**TASK TO CARRY OUT**
Filter the records, keeping every line that has the string "Hogendorplaan".

**Saved data entries**
+++
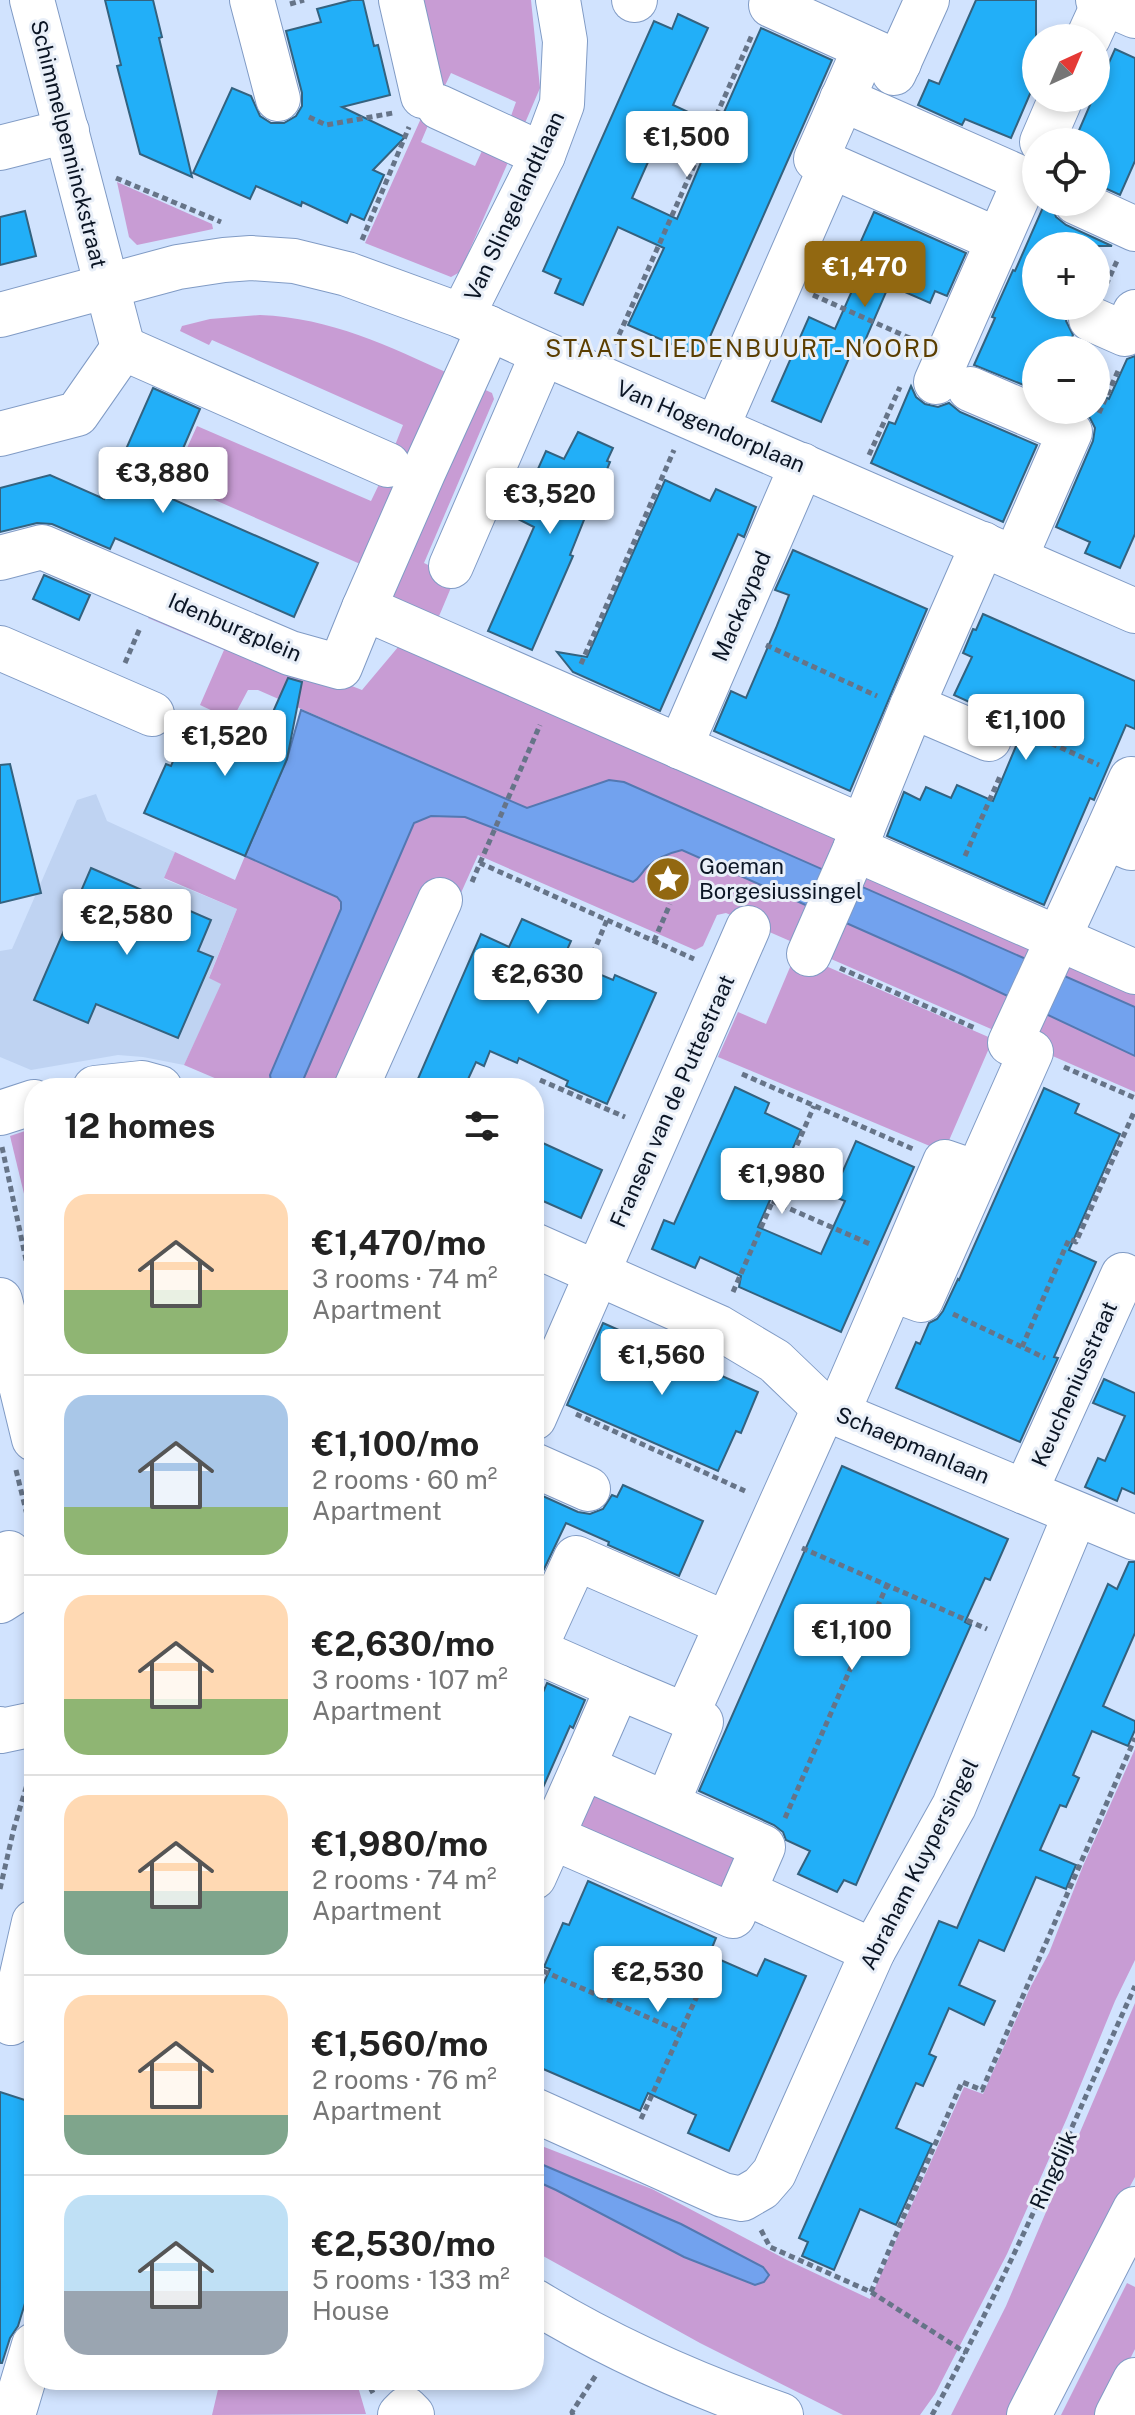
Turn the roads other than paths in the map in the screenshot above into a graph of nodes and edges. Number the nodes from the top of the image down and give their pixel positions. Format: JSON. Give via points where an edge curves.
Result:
{"nodes":[{"id":1,"x":32,"y":0,"type":"edge"},
{"id":2,"x":252,"y":0,"type":"edge"},
{"id":3,"x":401,"y":0,"type":"edge"},
{"id":4,"x":558,"y":0,"type":"edge"},
{"id":5,"x":927,"y":0,"type":"edge"},
{"id":6,"x":768,"y":2,"type":"edge"},
{"id":7,"x":886,"y":61,"type":"junction"},
{"id":8,"x":278,"y":99,"type":"road end"},
{"id":9,"x":842,"y":99,"type":"junction"},
{"id":10,"x":67,"y":131,"type":"junction"},
{"id":11,"x":0,"y":148,"type":"edge"},
{"id":12,"x":543,"y":155,"type":"junction"},
{"id":13,"x":1022,"y":161,"type":"edge"},
{"id":14,"x":826,"y":176,"type":"junction"},
{"id":15,"x":1022,"y":191,"type":"edge"},
{"id":16,"x":1110,"y":215,"type":"edge"},
{"id":17,"x":1134,"y":225,"type":"edge"},
{"id":18,"x":998,"y":240,"type":"junction"},
{"id":19,"x":106,"y":288,"type":"junction"},
{"id":20,"x":0,"y":315,"type":"edge"},
{"id":21,"x":476,"y":322,"type":"junction"},
{"id":22,"x":123,"y":348,"type":"junction"},
{"id":23,"x":543,"y":353,"type":"junction"},
{"id":24,"x":703,"y":422,"type":"junction"},
{"id":25,"x":0,"y":434,"type":"edge"},
{"id":26,"x":388,"y":465,"type":"dead end"},
{"id":27,"x":802,"y":465,"type":"junction"},
{"id":28,"x":999,"y":551,"type":"junction"},
{"id":29,"x":0,"y":558,"type":"edge"},
{"id":30,"x":451,"y":566,"type":"dead end"},
{"id":31,"x":364,"y":608,"type":"junction"},
{"id":32,"x":1135,"y":611,"type":"edge"},
{"id":33,"x":0,"y":648,"type":"edge"},
{"id":34,"x":911,"y":709,"type":"junction"},
{"id":35,"x":152,"y":714,"type":"dead end"},
{"id":36,"x":996,"y":737,"type":"road end"},
{"id":37,"x":680,"y":747,"type":"junction"},
{"id":38,"x":1131,"y":779,"type":"road end"},
{"id":39,"x":859,"y":838,"type":"junction"},
{"id":40,"x":1120,"y":838,"type":"edge"},
{"id":41,"x":440,"y":900,"type":"dead end"},
{"id":42,"x":748,"y":928,"type":"dead end"},
{"id":43,"x":1058,"y":937,"type":"junction"},
{"id":44,"x":809,"y":954,"type":"dead end"},
{"id":45,"x":1135,"y":972,"type":"edge"},
{"id":46,"x":360,"y":1078,"type":"edge"},
{"id":47,"x":24,"y":1105,"type":"edge"},
{"id":48,"x":0,"y":1113,"type":"edge"},
{"id":49,"x":544,"y":1249,"type":"edge"},
{"id":50,"x":597,"y":1273,"type":"junction"},
{"id":51,"x":1123,"y":1275,"type":"dead end"},
{"id":52,"x":8,"y":1300,"type":"edge"},
{"id":53,"x":544,"y":1395,"type":"edge"},
{"id":54,"x":831,"y":1411,"type":"junction"},
{"id":55,"x":23,"y":1449,"type":"edge"},
{"id":56,"x":544,"y":1469,"type":"edge"},
{"id":57,"x":588,"y":1489,"type":"dead end"},
{"id":58,"x":1025,"y":1492,"type":"junction"},
{"id":59,"x":1075,"y":1515,"type":"junction"},
{"id":60,"x":1135,"y":1538,"type":"edge"},
{"id":61,"x":18,"y":1543,"type":"edge"},
{"id":62,"x":24,"y":1570,"type":"edge"},
{"id":63,"x":24,"y":1586,"type":"edge"},
{"id":64,"x":0,"y":1601,"type":"edge"},
{"id":65,"x":727,"y":1624,"type":"junction"},
{"id":66,"x":544,"y":1628,"type":"edge"},
{"id":67,"x":544,"y":1654,"type":"edge"},
{"id":68,"x":618,"y":1687,"type":"junction"},
{"id":69,"x":686,"y":1716,"type":"junction"},
{"id":70,"x":24,"y":1726,"type":"edge"},
{"id":71,"x":0,"y":1729,"type":"edge"},
{"id":72,"x":583,"y":1767,"type":"junction"},
{"id":73,"x":667,"y":1804,"type":"junction"},
{"id":74,"x":552,"y":1837,"type":"junction"},
{"id":75,"x":544,"y":1855,"type":"edge"},
{"id":76,"x":738,"y":1904,"type":"junction"},
{"id":77,"x":873,"y":1951,"type":"junction"},
{"id":78,"x":24,"y":1976,"type":"edge"},
{"id":79,"x":15,"y":2024,"type":"edge"},
{"id":80,"x":544,"y":2115,"type":"edge"},
{"id":81,"x":1130,"y":2232,"type":"edge"},
{"id":82,"x":544,"y":2307,"type":"edge"},
{"id":83,"x":24,"y":2378,"type":"edge"},
{"id":84,"x":1135,"y":2380,"type":"edge"},
{"id":85,"x":13,"y":2415,"type":"edge"},
{"id":86,"x":781,"y":2415,"type":"edge"},
{"id":87,"x":1029,"y":2415,"type":"edge"},
{"id":88,"x":1117,"y":2415,"type":"edge"}],
"edges":[{"from":1,"to":10,"type":"street","name":"Schimmelpenninckstraat"},
{"from":2,"to":8,"type":"street"},
{"from":3,"to":12,"type":"street","via":[[426,104]]},
{"from":4,"to":12,"type":"street","name":"Van Slingelandtlaan","via":[[565,41],[562,104]]},
{"from":5,"to":7,"type":"street"},
{"from":6,"to":7,"type":"street"},
{"from":7,"to":9,"type":"street"},
{"from":9,"to":13,"type":"street"},
{"from":9,"to":14,"type":"street","via":[[816,159]]},
{"from":10,"to":11,"type":"street"},
{"from":10,"to":19,"type":"street","name":"Schimmelpenninckstraat"},
{"from":12,"to":21,"type":"street","name":"Van Slingelandtlaan"},
{"from":14,"to":18,"type":"street"},
{"from":14,"to":24,"type":"street","via":[[781,281]]},
{"from":15,"to":18,"type":"street"},
{"from":16,"to":17,"type":"street"},
{"from":18,"to":28,"type":"street","via":[[938,378],[1070,432]]},
{"from":19,"to":20,"type":"street","name":"Van Hogendorplaan"},
{"from":19,"to":21,"type":"street","name":"Van Hogendorplaan","via":[[224,260],[294,261],[347,274]]},
{"from":19,"to":22,"type":"street"},
{"from":21,"to":23,"type":"street","name":"Van Hogendorplaan"},
{"from":21,"to":31,"type":"street","name":"Van Slingelandtlaan","via":[[423,473]]},
{"from":22,"to":25,"type":"street","via":[[77,414]]},
{"from":22,"to":26,"type":"street"},
{"from":23,"to":24,"type":"street","name":"Van Hogendorplaan"},
{"from":23,"to":30,"type":"street"},
{"from":24,"to":27,"type":"street","name":"Van Hogendorplaan"},
{"from":27,"to":28,"type":"street","name":"Van Hogendorplaan"},
{"from":27,"to":37,"type":"street","name":"Mackaypad"},
{"from":28,"to":32,"type":"street","name":"Van Hogendorplaan"},
{"from":28,"to":34,"type":"street"},
{"from":29,"to":31,"type":"street","name":"Idenburgplein","via":[[42,547],[290,653],[340,667]]},
{"from":31,"to":37,"type":"street"},
{"from":33,"to":35,"type":"street"},
{"from":34,"to":36,"type":"street"},
{"from":34,"to":39,"type":"street"},
{"from":37,"to":39,"type":"street"},
{"from":38,"to":40,"type":"street"},
{"from":39,"to":43,"type":"street","via":[[949,890]]},
{"from":39,"to":44,"type":"street"},
{"from":40,"to":43,"type":"street"},
{"from":41,"to":46,"type":"street"},
{"from":42,"to":50,"type":"street","name":"Fransen van de Puttestraat"},
{"from":43,"to":45,"type":"street"},
{"from":43,"to":54,"type":"street","via":[[1020,1048],[905,1282]]},
{"from":47,"to":48,"type":"street"},
{"from":49,"to":50,"type":"street","name":"Schaepmanlaan"},
{"from":50,"to":53,"type":"street","name":"Fransen van de Puttestraat"},
{"from":50,"to":54,"type":"street","name":"Schaepmanlaan","via":[[718,1327],[775,1361]]},
{"from":51,"to":58,"type":"street","name":"Keucheniusstraat"},
{"from":52,"to":55,"type":"street"},
{"from":54,"to":58,"type":"street","name":"Schaepmanlaan"},
{"from":54,"to":65,"type":"street"},
{"from":56,"to":57,"type":"street"},
{"from":58,"to":59,"type":"street","name":"Schaepmanlaan"},
{"from":59,"to":60,"type":"street","name":"Schaepmanlaan"},
{"from":59,"to":77,"type":"street","name":"Abraham Kuypersingel","via":[[954,1806]]},
{"from":61,"to":62,"type":"street"},
{"from":63,"to":64,"type":"street"},
{"from":65,"to":66,"type":"street","via":[[576,1558]]},
{"from":65,"to":69,"type":"street"},
{"from":67,"to":68,"type":"street"},
{"from":68,"to":69,"type":"street"},
{"from":68,"to":72,"type":"street"},
{"from":69,"to":73,"type":"street","via":[[701,1722]]},
{"from":70,"to":71,"type":"street"},
{"from":72,"to":73,"type":"street"},
{"from":72,"to":74,"type":"street"},
{"from":73,"to":76,"type":"street","via":[[763,1847]]},
{"from":74,"to":75,"type":"street"},
{"from":74,"to":76,"type":"street"},
{"from":76,"to":77,"type":"street"},
{"from":77,"to":80,"type":"street","name":"Abraham Kuypersingel","via":[[774,2173],[742,2199]]},
{"from":78,"to":79,"type":"street"},
{"from":81,"to":87,"type":"street"},
{"from":82,"to":86,"type":"street","via":[[665,2369]]},
{"from":83,"to":85,"type":"street"},
{"from":84,"to":88,"type":"street"}]}
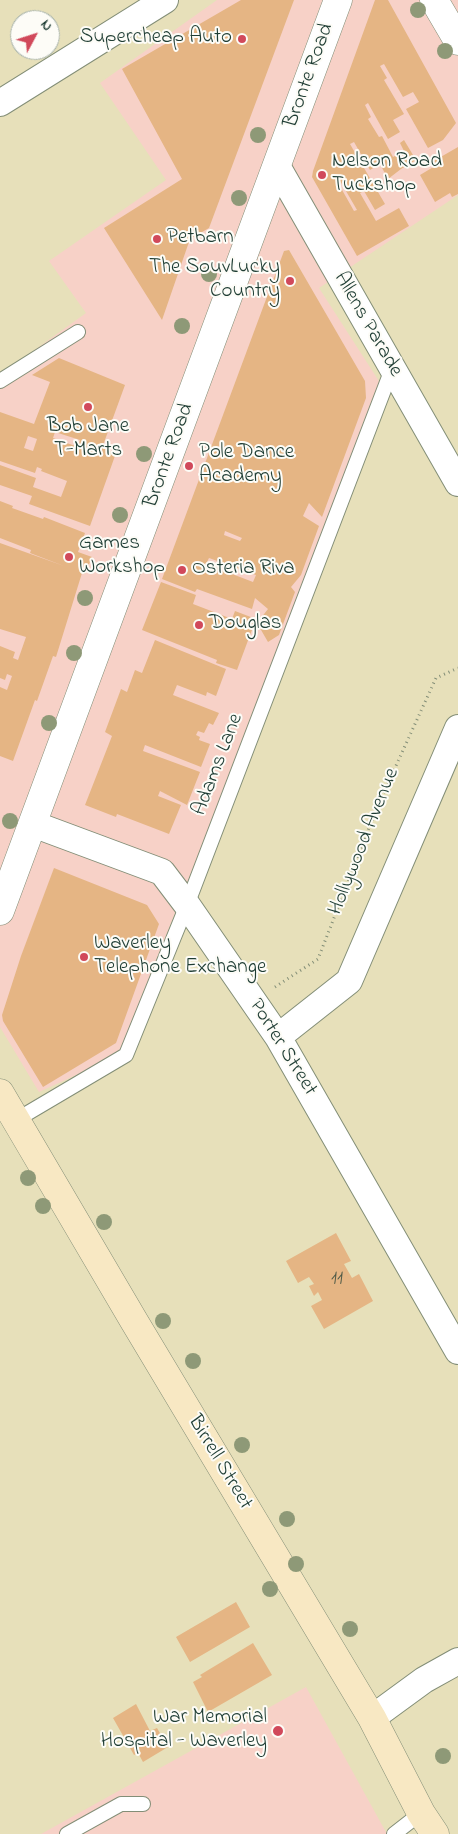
+++
**RESPONSE BELOW**
{"from":19,"to":20,"type":"street","name":"Van Hogendorplaan"},
{"from":19,"to":21,"type":"street","name":"Van Hogendorplaan","via":[[224,260],[294,261],[347,274]]},
{"from":21,"to":23,"type":"street","name":"Van Hogendorplaan"},
{"from":23,"to":24,"type":"street","name":"Van Hogendorplaan"},
{"from":24,"to":27,"type":"street","name":"Van Hogendorplaan"},
{"from":27,"to":28,"type":"street","name":"Van Hogendorplaan"},
{"from":28,"to":32,"type":"street","name":"Van Hogendorplaan"},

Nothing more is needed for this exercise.